Au bout de 20 ans de guerre menée par les États-Unis en Afghanistan, les conditions d’évacuation de la grande base militaire de Bagram, symbole de la présence militaire américaine en Afghanistan située à 50 kilomètres de Kaboul, sont assez significatives de l’empressement et de l’urgence dans lesquels s’organise le retrait des forces américaines. Les responsables militaires afghans ont précisé par la suite qu’ils avaient pris connaissance du départ des troupes américaines quatre heures après, lorsque l’électricité de la base avait été coupée. Après la destruction de matériels et armements sophistiqués, près de trois millions d’armes et de matériels ont été laissés sur place, dont plusieurs dizaines de voitures blindées sans clés, des armements légers avec leurs munitions, etc. Le lendemain, une partie de ce matériel se retrouvait déjà sur les étals du marché noir de Bagram.

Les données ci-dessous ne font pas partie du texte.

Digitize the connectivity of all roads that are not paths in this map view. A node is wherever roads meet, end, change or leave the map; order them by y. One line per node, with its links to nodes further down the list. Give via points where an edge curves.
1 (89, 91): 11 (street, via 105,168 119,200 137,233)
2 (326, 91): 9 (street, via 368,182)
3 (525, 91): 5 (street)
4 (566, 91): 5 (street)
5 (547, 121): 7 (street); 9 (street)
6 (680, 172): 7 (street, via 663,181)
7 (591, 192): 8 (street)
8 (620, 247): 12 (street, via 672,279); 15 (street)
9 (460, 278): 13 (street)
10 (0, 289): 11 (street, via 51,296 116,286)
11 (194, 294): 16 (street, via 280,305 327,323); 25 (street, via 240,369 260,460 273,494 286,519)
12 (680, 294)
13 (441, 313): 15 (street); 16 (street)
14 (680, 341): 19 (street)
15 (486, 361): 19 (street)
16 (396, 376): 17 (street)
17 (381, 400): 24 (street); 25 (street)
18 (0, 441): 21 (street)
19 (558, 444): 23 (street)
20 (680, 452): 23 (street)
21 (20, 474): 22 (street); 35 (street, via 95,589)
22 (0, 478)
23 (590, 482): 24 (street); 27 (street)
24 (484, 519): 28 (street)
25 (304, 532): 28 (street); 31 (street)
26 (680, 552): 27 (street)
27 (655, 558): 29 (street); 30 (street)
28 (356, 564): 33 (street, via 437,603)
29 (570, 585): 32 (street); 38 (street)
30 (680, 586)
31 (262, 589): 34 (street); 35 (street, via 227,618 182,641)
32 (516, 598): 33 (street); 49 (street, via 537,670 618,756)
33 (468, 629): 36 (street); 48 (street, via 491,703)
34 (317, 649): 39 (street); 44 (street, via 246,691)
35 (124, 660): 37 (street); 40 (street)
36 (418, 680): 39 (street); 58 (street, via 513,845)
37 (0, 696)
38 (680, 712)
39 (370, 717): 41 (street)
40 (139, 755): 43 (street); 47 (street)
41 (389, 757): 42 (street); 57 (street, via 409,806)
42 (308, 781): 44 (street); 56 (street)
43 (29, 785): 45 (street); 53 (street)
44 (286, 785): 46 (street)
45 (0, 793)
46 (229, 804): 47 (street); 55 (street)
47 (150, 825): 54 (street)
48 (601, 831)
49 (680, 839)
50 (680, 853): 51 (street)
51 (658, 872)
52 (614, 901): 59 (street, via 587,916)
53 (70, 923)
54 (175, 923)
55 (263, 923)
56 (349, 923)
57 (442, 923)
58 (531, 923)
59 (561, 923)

Cette évacuation a été humiliante pour les Américains tout en nourrissant la colère de ceux qui leur faisaient confiance en Afghanistan.

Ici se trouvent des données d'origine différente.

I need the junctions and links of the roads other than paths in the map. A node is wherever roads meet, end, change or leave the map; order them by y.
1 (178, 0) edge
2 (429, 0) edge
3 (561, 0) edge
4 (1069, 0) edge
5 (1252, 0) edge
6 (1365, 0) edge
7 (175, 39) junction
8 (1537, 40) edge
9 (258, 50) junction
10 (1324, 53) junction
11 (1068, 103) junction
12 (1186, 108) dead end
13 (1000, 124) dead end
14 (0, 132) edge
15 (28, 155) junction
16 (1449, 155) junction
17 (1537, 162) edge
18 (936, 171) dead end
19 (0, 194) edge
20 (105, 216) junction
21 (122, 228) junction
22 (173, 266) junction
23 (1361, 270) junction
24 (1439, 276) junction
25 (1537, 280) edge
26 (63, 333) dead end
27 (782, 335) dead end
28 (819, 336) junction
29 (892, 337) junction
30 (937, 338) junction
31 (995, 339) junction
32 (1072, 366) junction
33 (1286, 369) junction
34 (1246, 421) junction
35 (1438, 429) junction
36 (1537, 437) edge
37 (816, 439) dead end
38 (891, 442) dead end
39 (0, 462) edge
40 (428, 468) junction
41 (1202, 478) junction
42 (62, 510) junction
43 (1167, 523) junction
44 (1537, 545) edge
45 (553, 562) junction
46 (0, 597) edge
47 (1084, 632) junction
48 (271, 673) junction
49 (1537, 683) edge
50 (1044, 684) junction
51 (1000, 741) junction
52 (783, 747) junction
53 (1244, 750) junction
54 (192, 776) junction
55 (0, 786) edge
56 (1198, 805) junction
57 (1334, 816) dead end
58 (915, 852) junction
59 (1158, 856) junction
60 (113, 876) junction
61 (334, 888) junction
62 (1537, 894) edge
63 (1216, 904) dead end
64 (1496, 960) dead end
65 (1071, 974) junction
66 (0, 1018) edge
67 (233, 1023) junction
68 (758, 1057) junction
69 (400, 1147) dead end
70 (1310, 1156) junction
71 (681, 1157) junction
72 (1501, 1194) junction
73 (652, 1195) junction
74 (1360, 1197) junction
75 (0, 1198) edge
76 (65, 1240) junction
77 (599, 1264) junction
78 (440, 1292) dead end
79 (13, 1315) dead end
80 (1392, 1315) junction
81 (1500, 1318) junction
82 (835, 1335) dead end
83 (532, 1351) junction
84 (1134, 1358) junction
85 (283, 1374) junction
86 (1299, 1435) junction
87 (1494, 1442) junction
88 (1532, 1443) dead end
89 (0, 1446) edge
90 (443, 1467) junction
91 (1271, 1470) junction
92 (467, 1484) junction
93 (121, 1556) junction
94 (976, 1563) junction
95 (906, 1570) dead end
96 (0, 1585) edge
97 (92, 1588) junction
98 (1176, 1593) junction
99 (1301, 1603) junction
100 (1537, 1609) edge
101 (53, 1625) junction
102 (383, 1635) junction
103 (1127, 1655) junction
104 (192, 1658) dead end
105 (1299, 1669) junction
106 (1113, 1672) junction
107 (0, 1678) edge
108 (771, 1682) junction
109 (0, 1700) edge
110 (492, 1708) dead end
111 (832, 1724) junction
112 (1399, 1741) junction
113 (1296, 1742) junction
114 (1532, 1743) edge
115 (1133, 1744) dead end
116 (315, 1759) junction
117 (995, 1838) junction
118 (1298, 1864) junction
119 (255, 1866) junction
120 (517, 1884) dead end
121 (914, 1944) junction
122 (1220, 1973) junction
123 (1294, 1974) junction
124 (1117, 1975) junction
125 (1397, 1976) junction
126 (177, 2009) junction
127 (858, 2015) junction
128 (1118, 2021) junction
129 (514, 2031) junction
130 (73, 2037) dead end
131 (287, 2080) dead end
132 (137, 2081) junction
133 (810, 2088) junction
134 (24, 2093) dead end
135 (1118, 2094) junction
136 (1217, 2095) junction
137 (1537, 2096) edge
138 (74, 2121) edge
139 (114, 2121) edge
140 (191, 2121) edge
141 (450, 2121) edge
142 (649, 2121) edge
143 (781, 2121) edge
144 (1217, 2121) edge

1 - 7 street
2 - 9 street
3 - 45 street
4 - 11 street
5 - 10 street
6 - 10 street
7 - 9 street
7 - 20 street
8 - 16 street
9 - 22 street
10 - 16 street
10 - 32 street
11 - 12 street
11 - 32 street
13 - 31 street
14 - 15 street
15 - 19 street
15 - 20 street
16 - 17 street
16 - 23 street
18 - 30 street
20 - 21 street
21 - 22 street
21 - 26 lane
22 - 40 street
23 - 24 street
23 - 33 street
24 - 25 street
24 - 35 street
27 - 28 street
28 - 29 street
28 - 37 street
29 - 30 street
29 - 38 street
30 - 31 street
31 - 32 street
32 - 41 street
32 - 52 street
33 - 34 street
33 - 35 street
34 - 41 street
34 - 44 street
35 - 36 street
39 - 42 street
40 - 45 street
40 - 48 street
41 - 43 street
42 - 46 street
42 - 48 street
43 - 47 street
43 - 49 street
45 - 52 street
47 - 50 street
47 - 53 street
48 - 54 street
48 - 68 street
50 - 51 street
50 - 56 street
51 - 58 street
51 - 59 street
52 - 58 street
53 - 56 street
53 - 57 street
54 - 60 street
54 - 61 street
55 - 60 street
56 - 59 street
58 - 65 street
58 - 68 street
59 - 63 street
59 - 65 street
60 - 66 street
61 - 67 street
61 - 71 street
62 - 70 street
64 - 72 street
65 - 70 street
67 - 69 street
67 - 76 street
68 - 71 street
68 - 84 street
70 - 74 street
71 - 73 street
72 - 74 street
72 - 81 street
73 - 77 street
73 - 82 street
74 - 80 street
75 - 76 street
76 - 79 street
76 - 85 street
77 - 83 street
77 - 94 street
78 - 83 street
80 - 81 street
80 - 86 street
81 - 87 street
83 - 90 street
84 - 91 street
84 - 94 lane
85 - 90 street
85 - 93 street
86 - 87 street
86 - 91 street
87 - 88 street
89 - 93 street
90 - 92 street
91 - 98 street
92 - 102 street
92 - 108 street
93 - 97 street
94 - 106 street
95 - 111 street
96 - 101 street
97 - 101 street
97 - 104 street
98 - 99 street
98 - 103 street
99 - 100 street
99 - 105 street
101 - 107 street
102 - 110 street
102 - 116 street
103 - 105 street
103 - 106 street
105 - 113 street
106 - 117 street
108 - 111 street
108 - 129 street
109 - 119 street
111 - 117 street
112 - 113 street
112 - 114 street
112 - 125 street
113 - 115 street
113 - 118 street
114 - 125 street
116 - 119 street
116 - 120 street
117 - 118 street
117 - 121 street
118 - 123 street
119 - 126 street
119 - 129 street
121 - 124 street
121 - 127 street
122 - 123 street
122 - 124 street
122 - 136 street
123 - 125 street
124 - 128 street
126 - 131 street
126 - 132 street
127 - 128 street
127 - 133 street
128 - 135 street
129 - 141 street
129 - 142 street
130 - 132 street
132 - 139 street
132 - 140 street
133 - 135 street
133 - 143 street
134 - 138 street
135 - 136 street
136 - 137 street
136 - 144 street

Cette guerre s’est achevée sur une défaite, prévisible depuis les années 2010-2011, lorsque Barack Obama avait décidé d’envoyer 20 000 soldats supplémentaires pour l’achever une bonne fois pour toutes, décision à laquelle s’opposait Joe Biden, alors vice-président.

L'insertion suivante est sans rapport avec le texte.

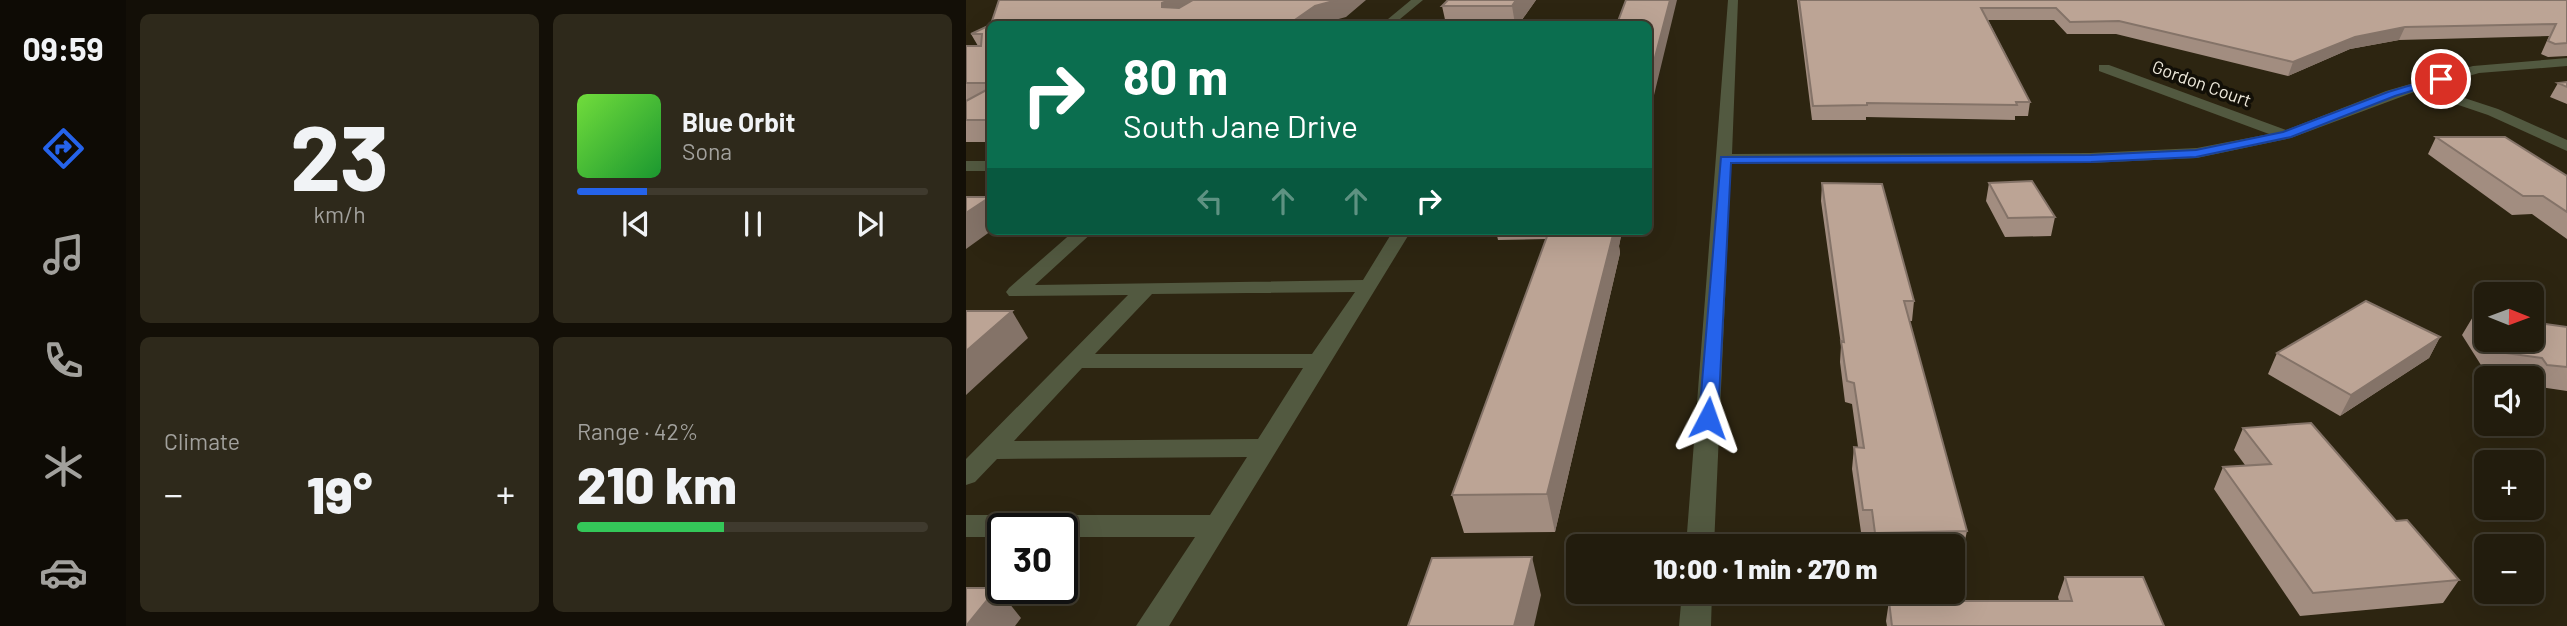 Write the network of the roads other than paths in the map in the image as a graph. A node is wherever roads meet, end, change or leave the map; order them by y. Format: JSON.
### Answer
{"nodes":[{"id":1,"x":1418,"y":0,"type":"edge"},
{"id":2,"x":1733,"y":0,"type":"edge"},
{"id":3,"x":1391,"y":21,"type":"edge"},
{"id":4,"x":2567,"y":62,"type":"edge"},
{"id":5,"x":2104,"y":68,"type":"dead end"},
{"id":6,"x":2416,"y":86,"type":"junction"},
{"id":7,"x":2287,"y":135,"type":"junction"},
{"id":8,"x":2567,"y":146,"type":"edge"},
{"id":9,"x":1725,"y":159,"type":"junction"},
{"id":10,"x":966,"y":166,"type":"edge"},
{"id":11,"x":987,"y":166,"type":"edge"},
{"id":12,"x":1080,"y":235,"type":"edge"},
{"id":13,"x":1400,"y":235,"type":"edge"},
{"id":14,"x":1369,"y":286,"type":"junction"},
{"id":15,"x":1146,"y":288,"type":"junction"},
{"id":16,"x":1075,"y":361,"type":"junction"},
{"id":17,"x":1319,"y":361,"type":"junction"},
{"id":18,"x":1266,"y":448,"type":"junction"},
{"id":19,"x":990,"y":450,"type":"junction"},
{"id":20,"x":966,"y":475,"type":"edge"},
{"id":21,"x":966,"y":526,"type":"edge"},
{"id":22,"x":1218,"y":526,"type":"junction"},
{"id":23,"x":1701,"y":534,"type":"edge"},
{"id":24,"x":1696,"y":604,"type":"edge"},
{"id":25,"x":1152,"y":626,"type":"edge"},
{"id":26,"x":1695,"y":626,"type":"edge"}],
"edges":[{"from":1,"to":3,"type":"street"},
{"from":2,"to":9,"type":"street"},
{"from":4,"to":6,"type":"street"},
{"from":5,"to":7,"type":"street","name":"Gordon Court"},
{"from":6,"to":7,"type":"street"},
{"from":6,"to":8,"type":"street"},
{"from":7,"to":9,"type":"street"},
{"from":9,"to":23,"type":"street"},
{"from":10,"to":11,"type":"street"},
{"from":12,"to":15,"type":"street"},
{"from":13,"to":14,"type":"street"},
{"from":14,"to":15,"type":"street"},
{"from":14,"to":17,"type":"street"},
{"from":15,"to":16,"type":"street"},
{"from":16,"to":17,"type":"street"},
{"from":16,"to":19,"type":"street"},
{"from":17,"to":18,"type":"street"},
{"from":18,"to":19,"type":"street"},
{"from":18,"to":22,"type":"street"},
{"from":19,"to":20,"type":"street"},
{"from":21,"to":22,"type":"street"},
{"from":22,"to":25,"type":"street"},
{"from":24,"to":26,"type":"street"}]}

Au cours de cette guerre destructrice, plus de 70 000 soldats afghans, 100 000 civils ainsi que 4 000 soldats de la force internationale, dont 88 soldats français, sont morts. Les talibans sont devenus immensément plus forts qu’il y a 20 ans et aspirent aujourd’hui à revenir au pouvoir. C’est ce constat qui pousse à qualifier, 20 ans après, cette guerre d’« absurde », mais aussi d’« humiliante » pour l’image des États-Unis, et de « destructrice et sanglante » pour la population afghane.

Les talibans s’emparent de multiples districts dont celui de Panjwai, ancien foyer taliban, le 4 juillet dernier. La nuit suivante, à la suite d’affrontements entre l’armée et des talibans dans le nord-est du pays, des milliers de soldats afghans se sont réfugiés au Tadjikistan. Depuis le départ progressif des Occidentaux, quelle est la situation de l’armée afghane ?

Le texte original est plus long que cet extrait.